L’amiral Guillaud n’a ensuite pas manqué de revenir de manière subtile sur la Loi de programmation militaire (LPM) 2014-2019. Pour lui, dire que ce texte constitue « une point de décrochage » ou conduit « vers un déclassement stratégique », c’est « regarder le verre à moitié vide ». « Moi, préfère le voir à moitié plein! », a-t-il lancé. Mais dans un cas comme dans l’autre, il y a toujours la même quantité de liquide pourrait-on lui répondre…

« Si elle est respectée dans son exécution budgétaire, nous resterons capables de protéger, de dissuader, et d’intervenir. Nous sommes aujourd’hui, et nous resterons parmi les seuls au monde à disposer d’un tel éventail de capacités. En Europe, clairement, nous serons les seuls », a fait valoir le CEMA.

Aussi, il a affirmé être « vigilant » quant à la bonne exécution de cette LPM. « Dans le contexte budgétaire très tendu que nous connaissons, tout report, toute annulation de crédits déséquilibrerait l’ensemble. En entrée de programmation, cela impliquerait la remise en cause du modèle! », a-t-il expliqué, en ne cachant rien de risques « d’une rupture temporaire de capacité dans certains domaines ».

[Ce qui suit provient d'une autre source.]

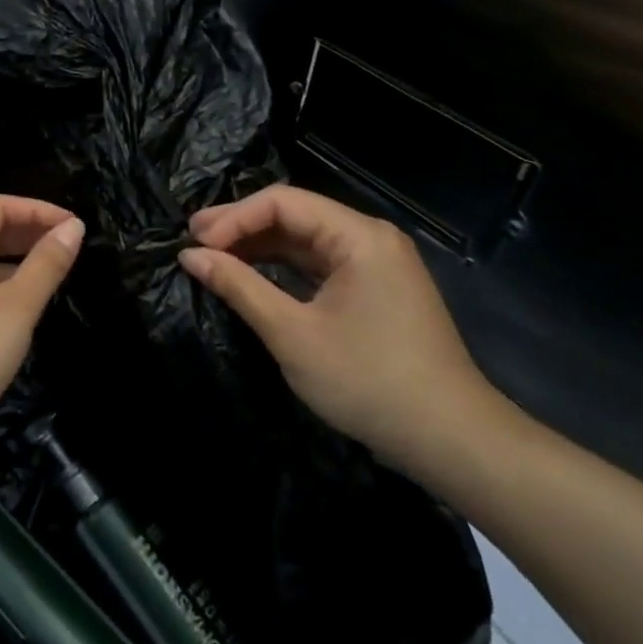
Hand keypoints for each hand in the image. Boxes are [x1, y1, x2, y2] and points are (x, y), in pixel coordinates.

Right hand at [178, 185, 505, 476]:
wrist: (451, 441)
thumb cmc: (368, 381)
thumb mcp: (292, 333)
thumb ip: (239, 286)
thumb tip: (190, 256)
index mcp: (358, 236)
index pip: (282, 202)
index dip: (233, 218)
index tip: (195, 245)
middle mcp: (370, 237)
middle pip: (294, 214)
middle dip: (241, 227)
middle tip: (193, 244)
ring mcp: (377, 263)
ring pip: (305, 238)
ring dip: (259, 245)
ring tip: (212, 257)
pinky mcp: (376, 287)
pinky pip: (319, 262)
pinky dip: (282, 265)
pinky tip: (252, 274)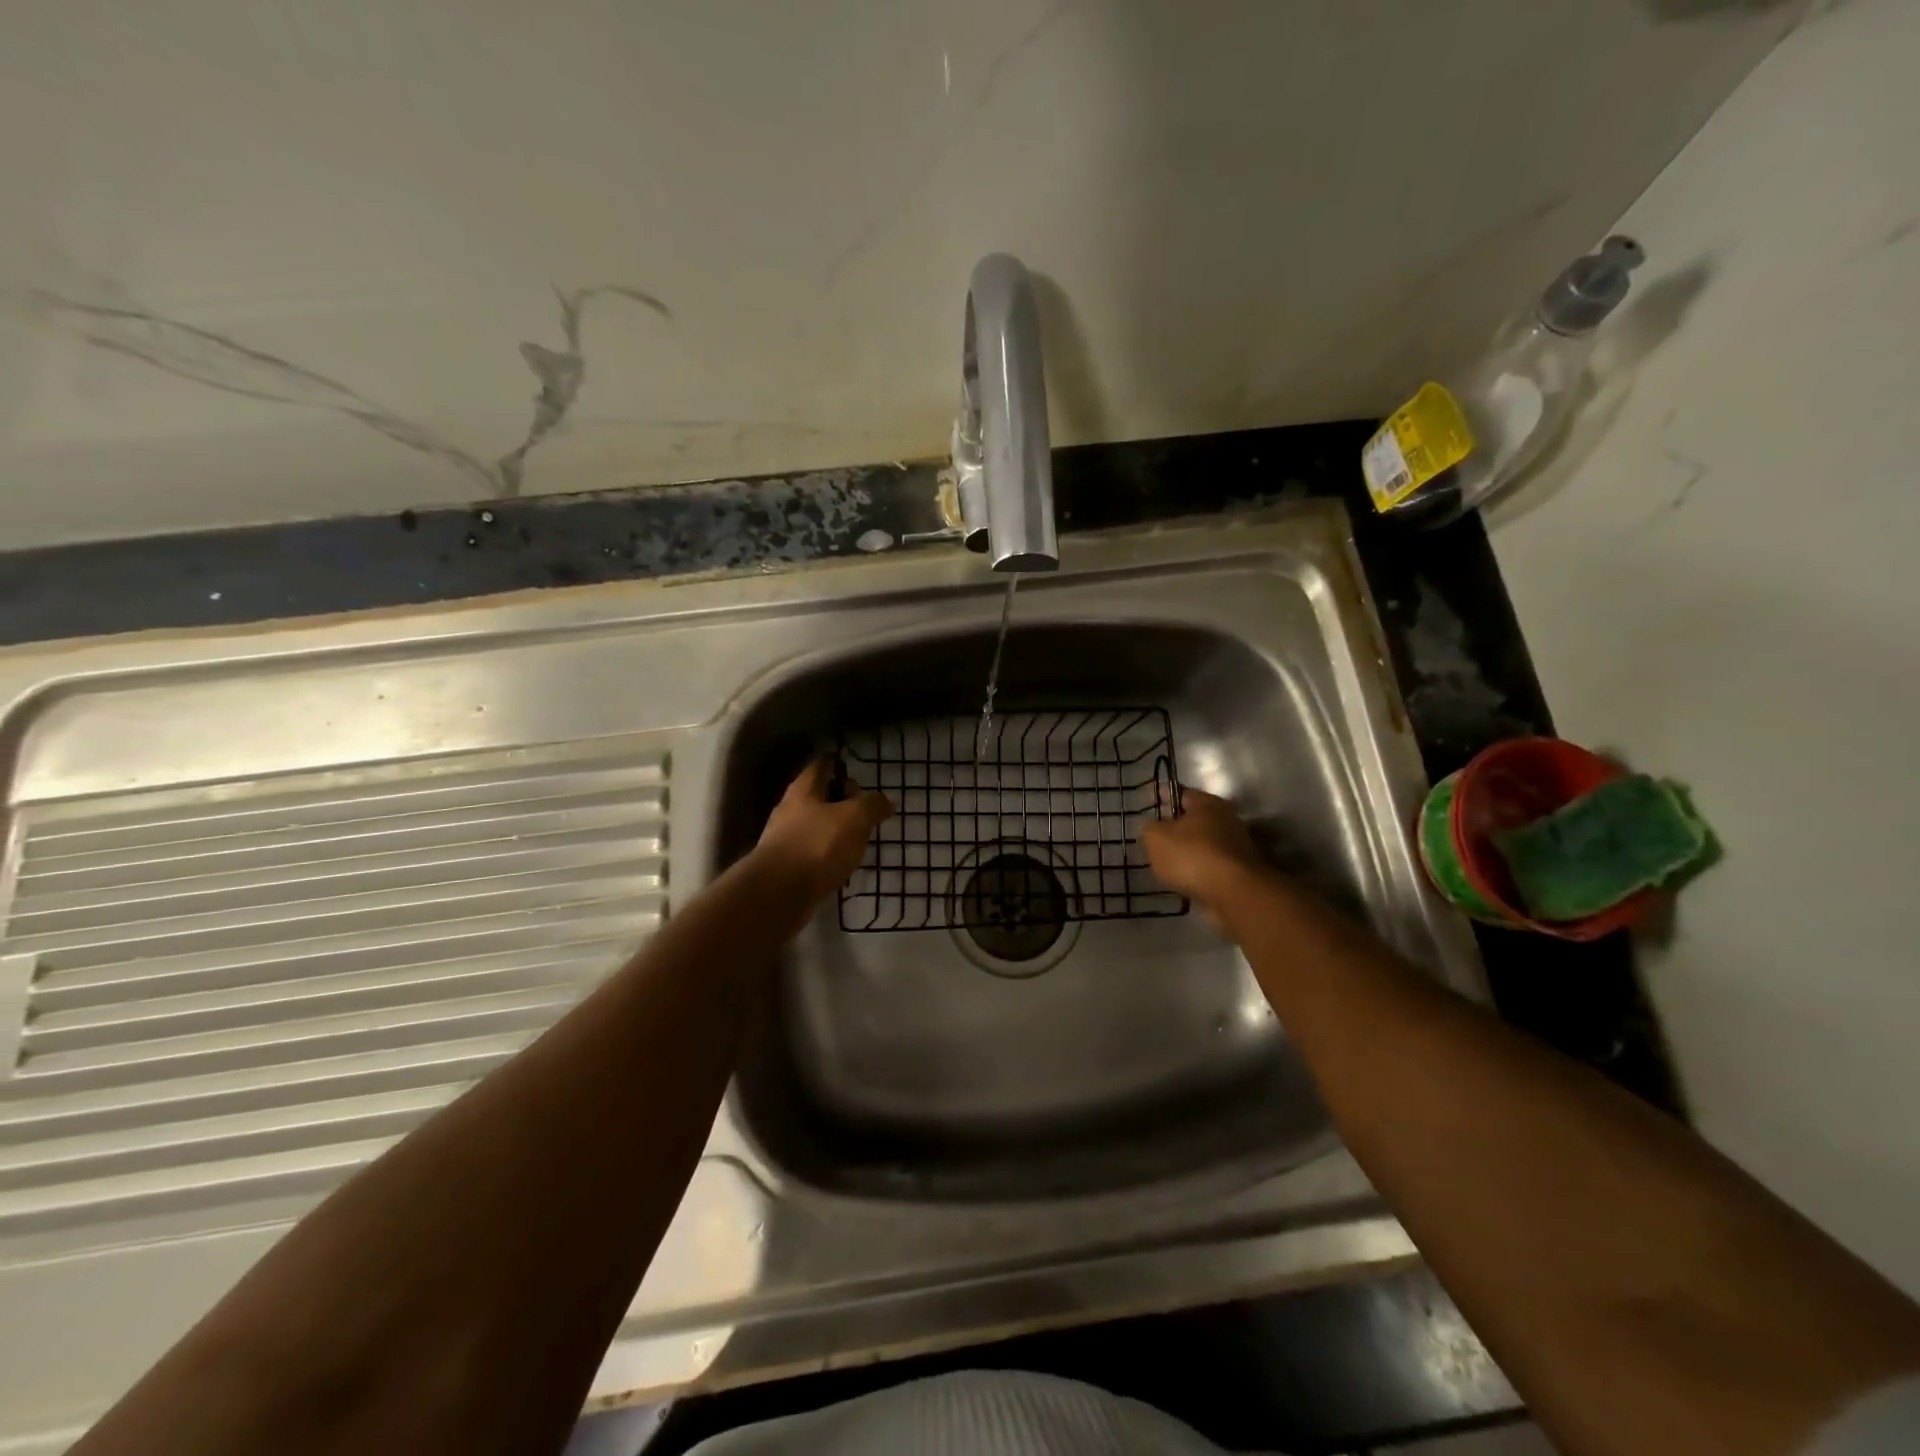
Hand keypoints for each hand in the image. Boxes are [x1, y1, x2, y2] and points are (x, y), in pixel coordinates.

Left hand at [755, 758, 893, 903]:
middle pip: (818, 796)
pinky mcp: (786, 866)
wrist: (779, 894)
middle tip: (865, 810)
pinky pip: (812, 852)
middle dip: (842, 800)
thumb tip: (885, 800)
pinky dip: (828, 854)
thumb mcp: (855, 818)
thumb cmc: (818, 845)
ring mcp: (785, 839)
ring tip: (859, 840)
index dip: (839, 764)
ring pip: (816, 825)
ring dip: (836, 830)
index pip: (822, 765)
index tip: (857, 771)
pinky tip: (842, 865)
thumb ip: (872, 805)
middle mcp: (790, 809)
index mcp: (804, 789)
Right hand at [1139, 787, 1266, 917]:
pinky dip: (1199, 871)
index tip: (1147, 805)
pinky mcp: (1240, 871)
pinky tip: (1185, 880)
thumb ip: (1149, 828)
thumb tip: (1152, 827)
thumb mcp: (1156, 838)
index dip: (1161, 797)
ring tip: (1168, 863)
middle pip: (1195, 819)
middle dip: (1176, 827)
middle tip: (1156, 837)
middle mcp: (1226, 818)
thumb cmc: (1192, 856)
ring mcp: (1237, 846)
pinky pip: (1212, 865)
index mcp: (1206, 803)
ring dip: (1189, 851)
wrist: (1234, 894)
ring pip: (1204, 843)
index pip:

Quant aux nouvelles réductions d’effectifs exigées par la LPM, l’amiral Guillaud a fait valoir que « les armées réaliseront 60% des déflations programmées au niveau national, alors que les militaires ne représentent déjà plus que 10% des agents publics de l’Etat » et qu’au total, « entre 2009 et 2019, se sont ainsi environ 80 000 postes qui auront été supprimés, soit 25% de l’effectif ». « Finalement, a-t-il estimé, la France restera capable de faire Harmattan ou Serval, mais pas dans les mêmes conditions. Avec des moyens resserrés, l’intervention extérieure sera moins longue demain, et la régénération des forces plus longue et plus difficile ».